* _Task requirements_:
Transcribe each of the records below exactly, excluding all pictures.
BEGIN Listed entries
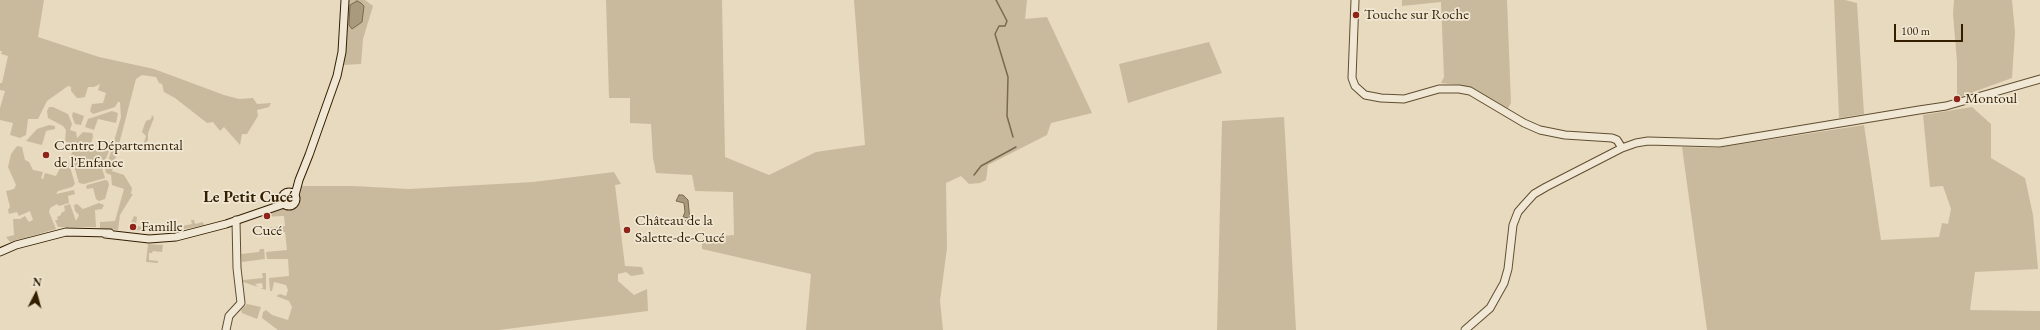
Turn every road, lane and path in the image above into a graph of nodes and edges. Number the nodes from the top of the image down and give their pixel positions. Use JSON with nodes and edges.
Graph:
{"nodes":[{"id":1,"x":345,"y":0,"type":"edge"},
{"id":2,"x":1355,"y":0,"type":"edge"},
{"id":3,"x":2040,"y":79,"type":"edge"},
{"id":4,"x":1622,"y":148,"type":"junction"},
{"id":5,"x":293,"y":193,"type":"junction"},
{"id":6,"x":283,"y":202,"type":"junction"},
{"id":7,"x":236,"y":220,"type":"junction"},
{"id":8,"x":1,"y":252,"type":"edge"},
{"id":9,"x":226,"y":330,"type":"edge"},
{"id":10,"x":1465,"y":330,"type":"edge"}],
"edges":[{"from":1,"to":5,"type":"street"},
{"from":2,"to":4,"type":"street"},
{"from":3,"to":4,"type":"street"},
{"from":4,"to":10,"type":"street"},
{"from":5,"to":6,"type":"street"},
{"from":5,"to":6,"type":"street"},
{"from":6,"to":7,"type":"street"},
{"from":7,"to":8,"type":"street"},
{"from":7,"to":9,"type":"street"}]}
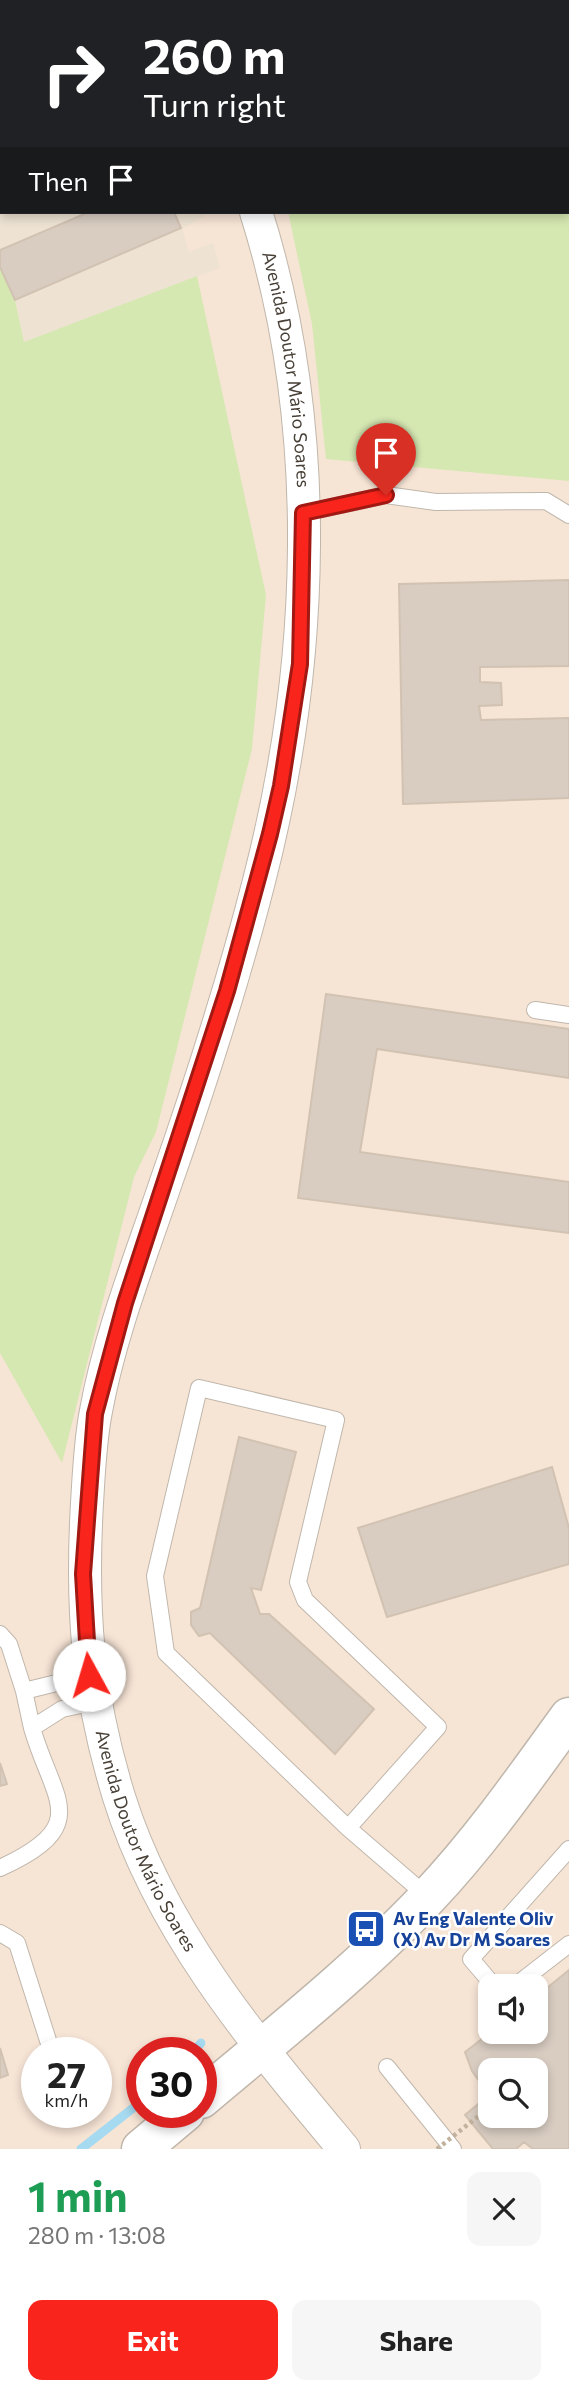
END Listed entries
* _Task solution_:
Turn every road, lane and path in the image above into a graph of nodes and edges. Number the nodes from the top of the image down and give their pixel positions. Use JSON with nodes and edges.
Graph:
{"nodes":[{"id":1,"x":345,"y":0,"type":"edge"},
{"id":2,"x":1355,"y":0,"type":"edge"},
{"id":3,"x":2040,"y":79,"type":"edge"},
{"id":4,"x":1622,"y":148,"type":"junction"},
{"id":5,"x":293,"y":193,"type":"junction"},
{"id":6,"x":283,"y":202,"type":"junction"},
{"id":7,"x":236,"y":220,"type":"junction"},
{"id":8,"x":1,"y":252,"type":"edge"},
{"id":9,"x":226,"y":330,"type":"edge"},
{"id":10,"x":1465,"y":330,"type":"edge"}],
"edges":[{"from":1,"to":5,"type":"street"},
{"from":2,"to":4,"type":"street"},
{"from":3,"to":4,"type":"street"},
{"from":4,"to":10,"type":"street"},
{"from":5,"to":6,"type":"street"},
{"from":5,"to":6,"type":"street"},
{"from":6,"to":7,"type":"street"},
{"from":7,"to":8,"type":"street"},
{"from":7,"to":9,"type":"street"}]}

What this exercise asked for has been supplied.